## Raw data
----------
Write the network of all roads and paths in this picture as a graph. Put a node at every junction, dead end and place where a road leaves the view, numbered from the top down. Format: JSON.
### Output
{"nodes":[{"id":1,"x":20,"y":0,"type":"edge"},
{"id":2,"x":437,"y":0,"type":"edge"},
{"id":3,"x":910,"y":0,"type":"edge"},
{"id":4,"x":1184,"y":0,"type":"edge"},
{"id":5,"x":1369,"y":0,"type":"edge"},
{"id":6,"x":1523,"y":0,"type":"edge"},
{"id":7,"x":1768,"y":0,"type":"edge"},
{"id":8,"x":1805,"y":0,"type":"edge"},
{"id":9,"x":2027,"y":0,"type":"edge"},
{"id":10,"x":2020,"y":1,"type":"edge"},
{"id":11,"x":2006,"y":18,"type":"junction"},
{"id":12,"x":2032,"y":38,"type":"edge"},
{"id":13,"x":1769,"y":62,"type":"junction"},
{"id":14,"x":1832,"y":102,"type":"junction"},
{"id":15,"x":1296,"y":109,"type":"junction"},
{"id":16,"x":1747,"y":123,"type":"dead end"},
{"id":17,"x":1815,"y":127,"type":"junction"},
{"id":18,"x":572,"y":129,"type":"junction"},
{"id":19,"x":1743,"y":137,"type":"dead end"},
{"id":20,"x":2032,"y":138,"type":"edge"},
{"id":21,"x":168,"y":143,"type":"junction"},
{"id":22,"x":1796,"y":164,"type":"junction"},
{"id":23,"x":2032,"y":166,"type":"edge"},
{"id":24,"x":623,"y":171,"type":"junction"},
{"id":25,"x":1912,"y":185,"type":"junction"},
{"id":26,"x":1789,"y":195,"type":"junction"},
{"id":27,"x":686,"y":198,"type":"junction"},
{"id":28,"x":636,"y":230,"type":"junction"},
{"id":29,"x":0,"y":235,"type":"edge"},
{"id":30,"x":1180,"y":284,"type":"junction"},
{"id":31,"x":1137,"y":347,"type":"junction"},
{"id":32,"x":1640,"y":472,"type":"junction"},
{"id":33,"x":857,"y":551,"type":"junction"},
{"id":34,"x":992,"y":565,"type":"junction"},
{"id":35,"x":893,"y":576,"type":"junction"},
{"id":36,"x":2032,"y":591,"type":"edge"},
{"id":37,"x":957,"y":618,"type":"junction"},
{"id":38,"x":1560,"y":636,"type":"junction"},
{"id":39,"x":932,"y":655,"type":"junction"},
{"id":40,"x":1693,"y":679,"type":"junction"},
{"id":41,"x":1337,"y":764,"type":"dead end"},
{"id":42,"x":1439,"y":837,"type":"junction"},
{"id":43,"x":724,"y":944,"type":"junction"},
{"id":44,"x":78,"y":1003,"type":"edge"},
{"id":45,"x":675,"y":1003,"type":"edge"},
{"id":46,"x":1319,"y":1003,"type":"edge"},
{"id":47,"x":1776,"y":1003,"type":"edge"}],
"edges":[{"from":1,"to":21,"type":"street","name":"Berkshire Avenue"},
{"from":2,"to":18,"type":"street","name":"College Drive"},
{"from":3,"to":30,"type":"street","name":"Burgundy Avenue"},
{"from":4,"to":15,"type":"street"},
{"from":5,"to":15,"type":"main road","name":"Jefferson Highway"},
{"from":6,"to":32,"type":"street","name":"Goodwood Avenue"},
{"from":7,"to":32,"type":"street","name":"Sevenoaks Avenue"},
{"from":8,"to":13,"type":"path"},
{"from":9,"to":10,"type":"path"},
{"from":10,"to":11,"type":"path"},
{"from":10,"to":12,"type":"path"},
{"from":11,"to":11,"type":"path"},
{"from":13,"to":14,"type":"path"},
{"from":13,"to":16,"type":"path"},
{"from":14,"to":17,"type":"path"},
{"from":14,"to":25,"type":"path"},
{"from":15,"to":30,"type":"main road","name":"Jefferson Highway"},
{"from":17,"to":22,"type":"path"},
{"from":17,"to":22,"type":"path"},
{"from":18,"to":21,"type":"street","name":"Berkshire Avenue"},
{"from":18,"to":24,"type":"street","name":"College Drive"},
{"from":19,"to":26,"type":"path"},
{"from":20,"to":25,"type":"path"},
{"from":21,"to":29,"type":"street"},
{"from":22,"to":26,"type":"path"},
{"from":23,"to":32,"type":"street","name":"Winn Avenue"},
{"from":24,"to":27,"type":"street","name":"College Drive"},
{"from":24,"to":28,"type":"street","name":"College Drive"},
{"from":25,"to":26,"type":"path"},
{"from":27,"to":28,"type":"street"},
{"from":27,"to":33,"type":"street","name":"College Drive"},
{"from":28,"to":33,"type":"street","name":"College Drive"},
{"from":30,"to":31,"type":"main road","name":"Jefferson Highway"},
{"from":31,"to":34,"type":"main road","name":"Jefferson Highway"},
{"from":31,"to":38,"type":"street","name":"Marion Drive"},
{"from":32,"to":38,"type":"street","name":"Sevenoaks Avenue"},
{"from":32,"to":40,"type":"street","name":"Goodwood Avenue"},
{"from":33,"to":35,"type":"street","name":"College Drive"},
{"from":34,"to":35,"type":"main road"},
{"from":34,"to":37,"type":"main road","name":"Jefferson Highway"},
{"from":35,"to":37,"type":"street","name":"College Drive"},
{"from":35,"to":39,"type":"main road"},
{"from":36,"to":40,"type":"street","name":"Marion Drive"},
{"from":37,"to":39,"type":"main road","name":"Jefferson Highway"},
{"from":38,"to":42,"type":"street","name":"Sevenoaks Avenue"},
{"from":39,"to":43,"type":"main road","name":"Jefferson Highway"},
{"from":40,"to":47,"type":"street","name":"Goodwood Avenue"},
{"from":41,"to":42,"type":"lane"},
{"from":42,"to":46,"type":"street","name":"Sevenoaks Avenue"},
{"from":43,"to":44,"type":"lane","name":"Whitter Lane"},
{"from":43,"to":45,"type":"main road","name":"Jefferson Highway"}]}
----------
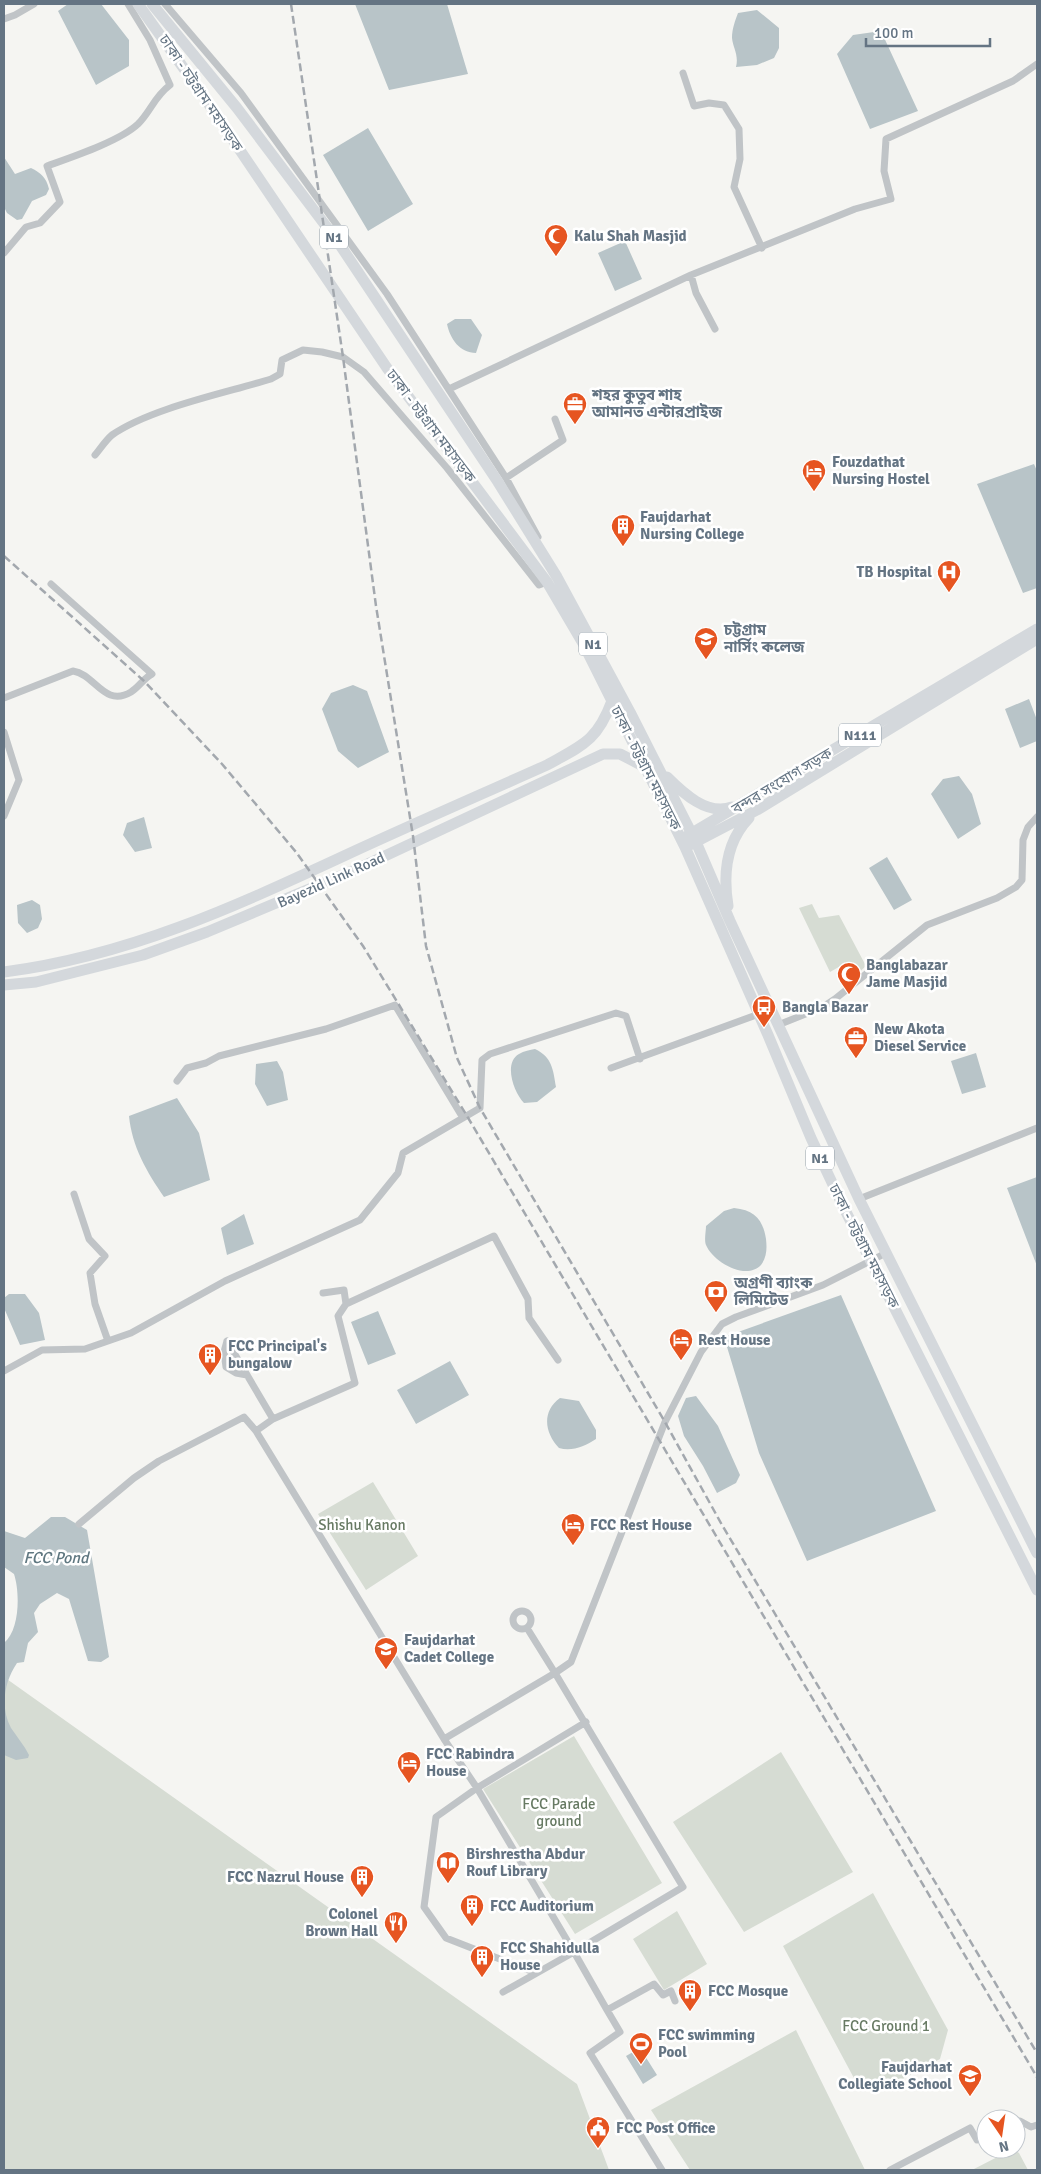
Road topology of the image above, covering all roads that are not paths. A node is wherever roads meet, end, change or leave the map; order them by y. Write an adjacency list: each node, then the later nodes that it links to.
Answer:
----------
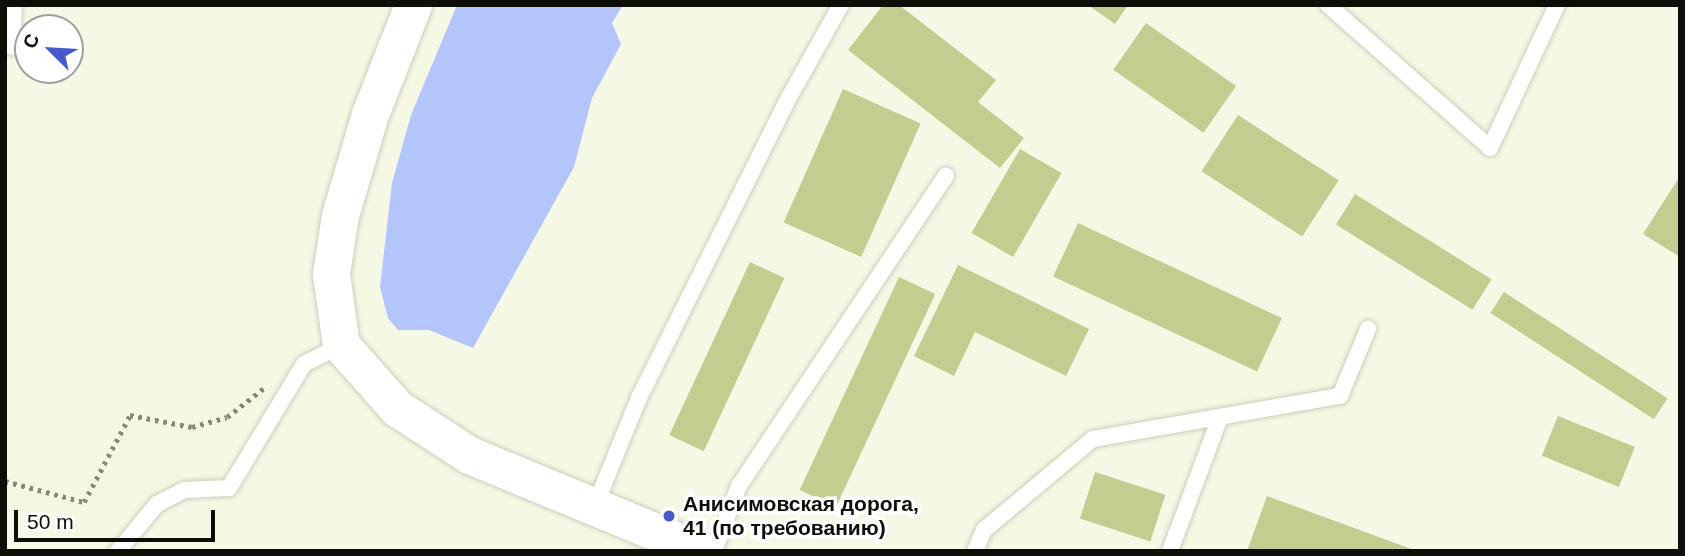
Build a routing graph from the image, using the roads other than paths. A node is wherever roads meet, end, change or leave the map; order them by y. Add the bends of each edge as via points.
----------
## Exercise
How many lines in the material contain the string "roads"? Give the number alone.

## Finished exercise
3